Potential antitumor therapeutic application of Grimontia hollisae thermostable direct hemolysin mutants.

We report on the preparation of a new type of immunotoxin by conjugation of an epidermal growth factor receptor (EGFR)-binding peptide and an R46E mutation of thermostable direct hemolysin from Grimontia hollisae, (Gh-TDH(R) (46E) /EB). The hybrid immunotoxin was purified to homogeneity and showed a single band with slight slower mobility than that of Gh-TDH(R) (46E) . Cytotoxicity assay of Gh-TDH(R) (46E) /EB on EGFR highly, moderately, low, and non-expressed cells, A431, MDA-MB-231, HeLa, and HEK293 cells, respectively, showed apparent cytotoxicity on A431 and MDA-MB-231 cells but not on HeLa or HEK293 cells.
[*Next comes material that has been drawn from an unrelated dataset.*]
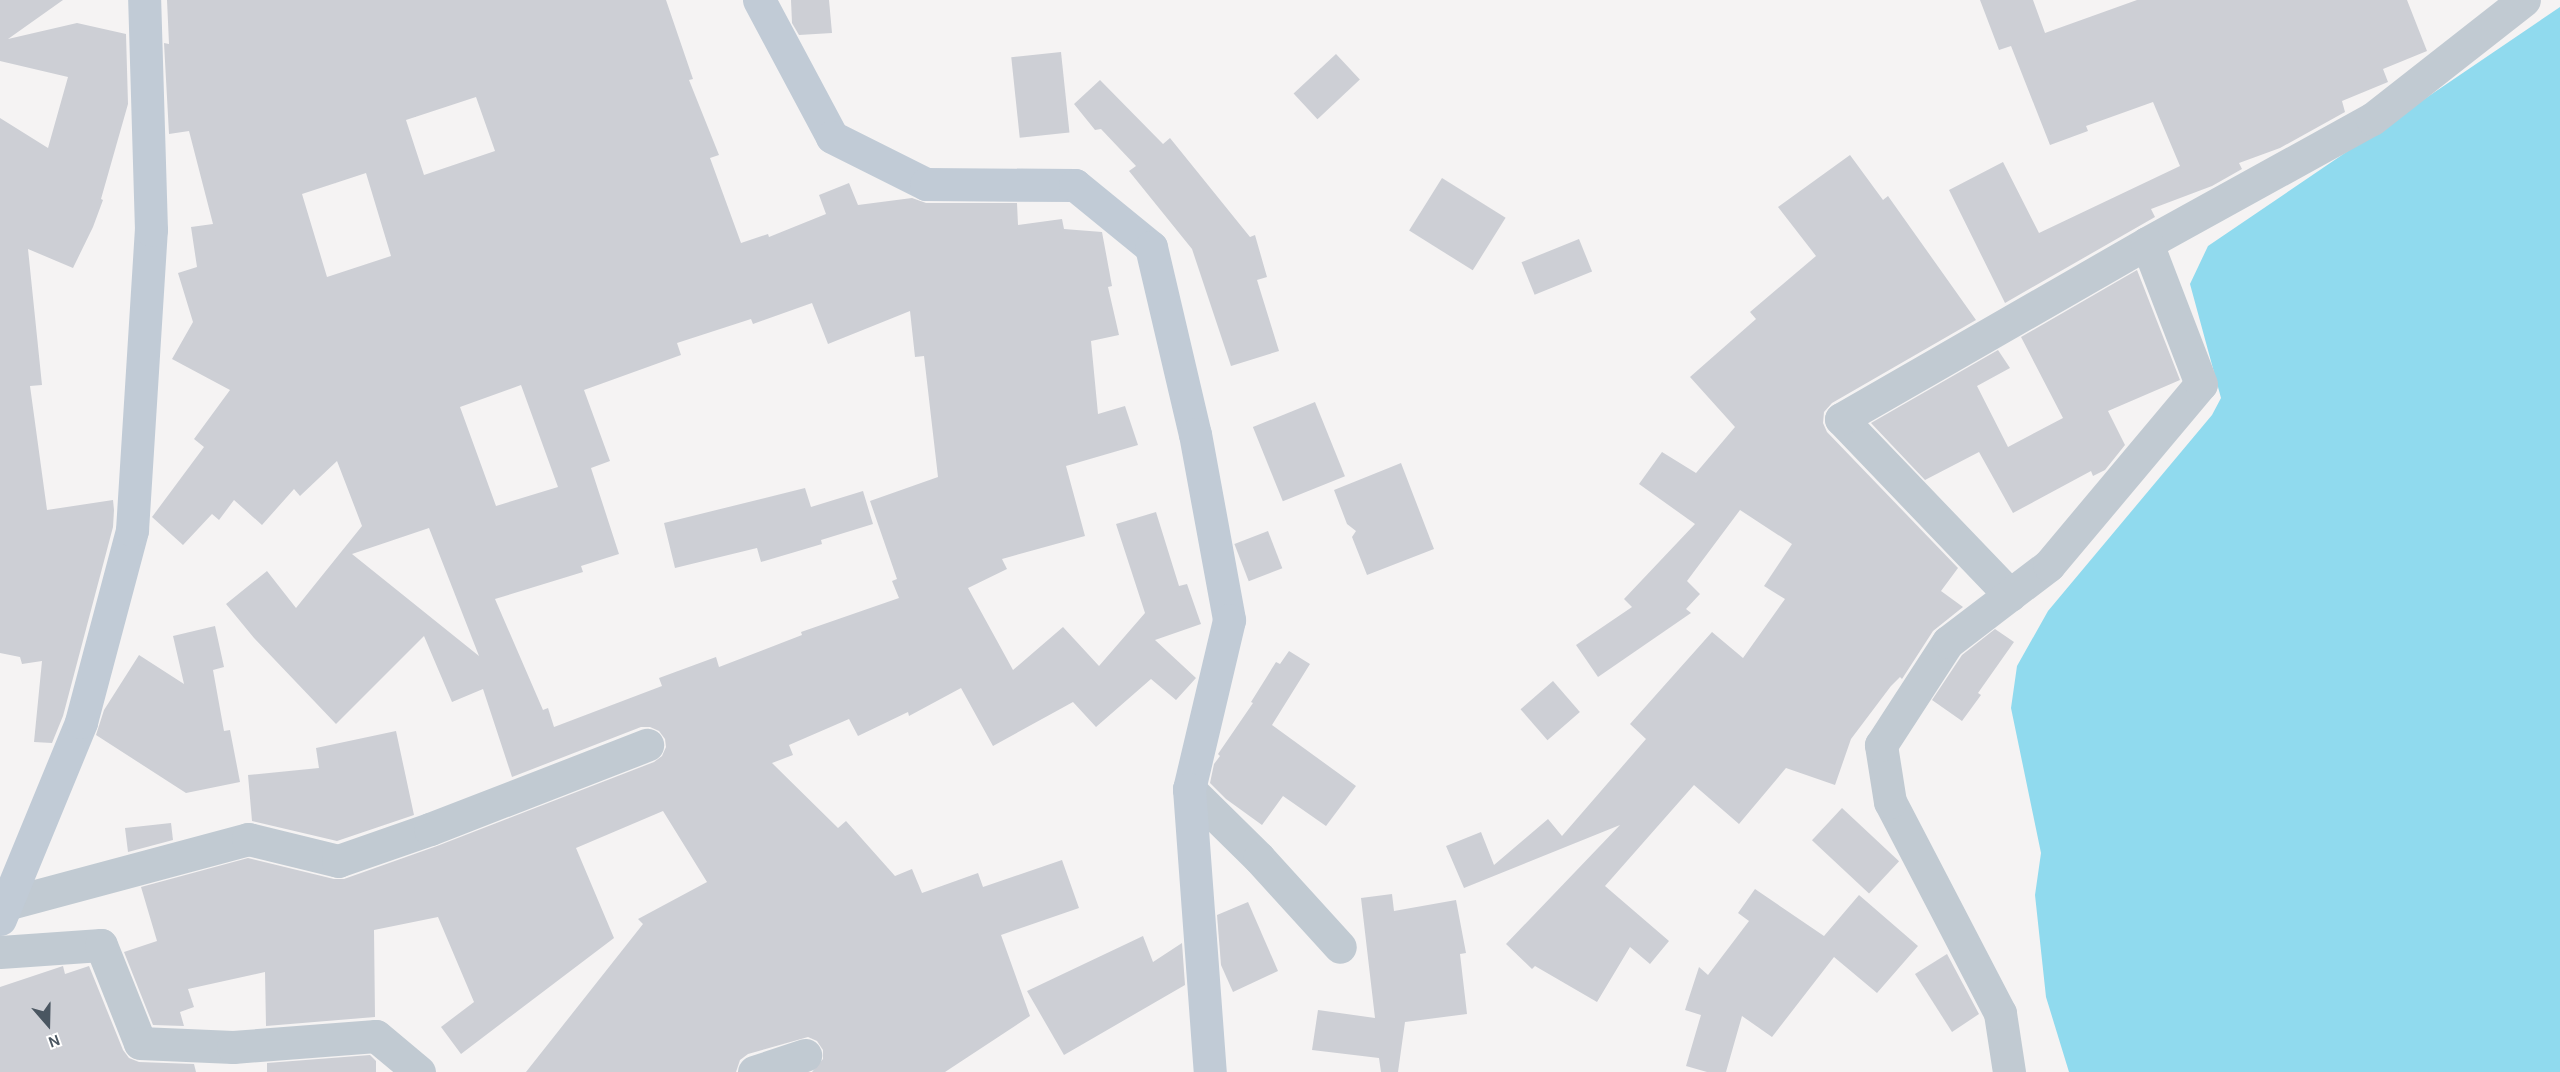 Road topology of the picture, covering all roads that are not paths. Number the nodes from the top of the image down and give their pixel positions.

In contrast, no cytotoxicity was observed for these cells treated with either Gh-TDH(R) (46E) or EB alone, indicating enhanced cytotoxic efficacy of Gh-TDH(R) (46E) by the EGFR binding moiety. Further antitumor activity assay of Gh-TDH(R) (46E) /EB in a xenograft model of athymic nude mice showed obvious shrinkage of tumor size and degeneration, necrosis, and lesions of tumor tissues compared to the normal tissues. Therefore, the combination of Gh-TDH(R) (46E) with target affinity agents opens new possibilities for pharmacological treatment of cancers and potentiates the anticancer drug's effect.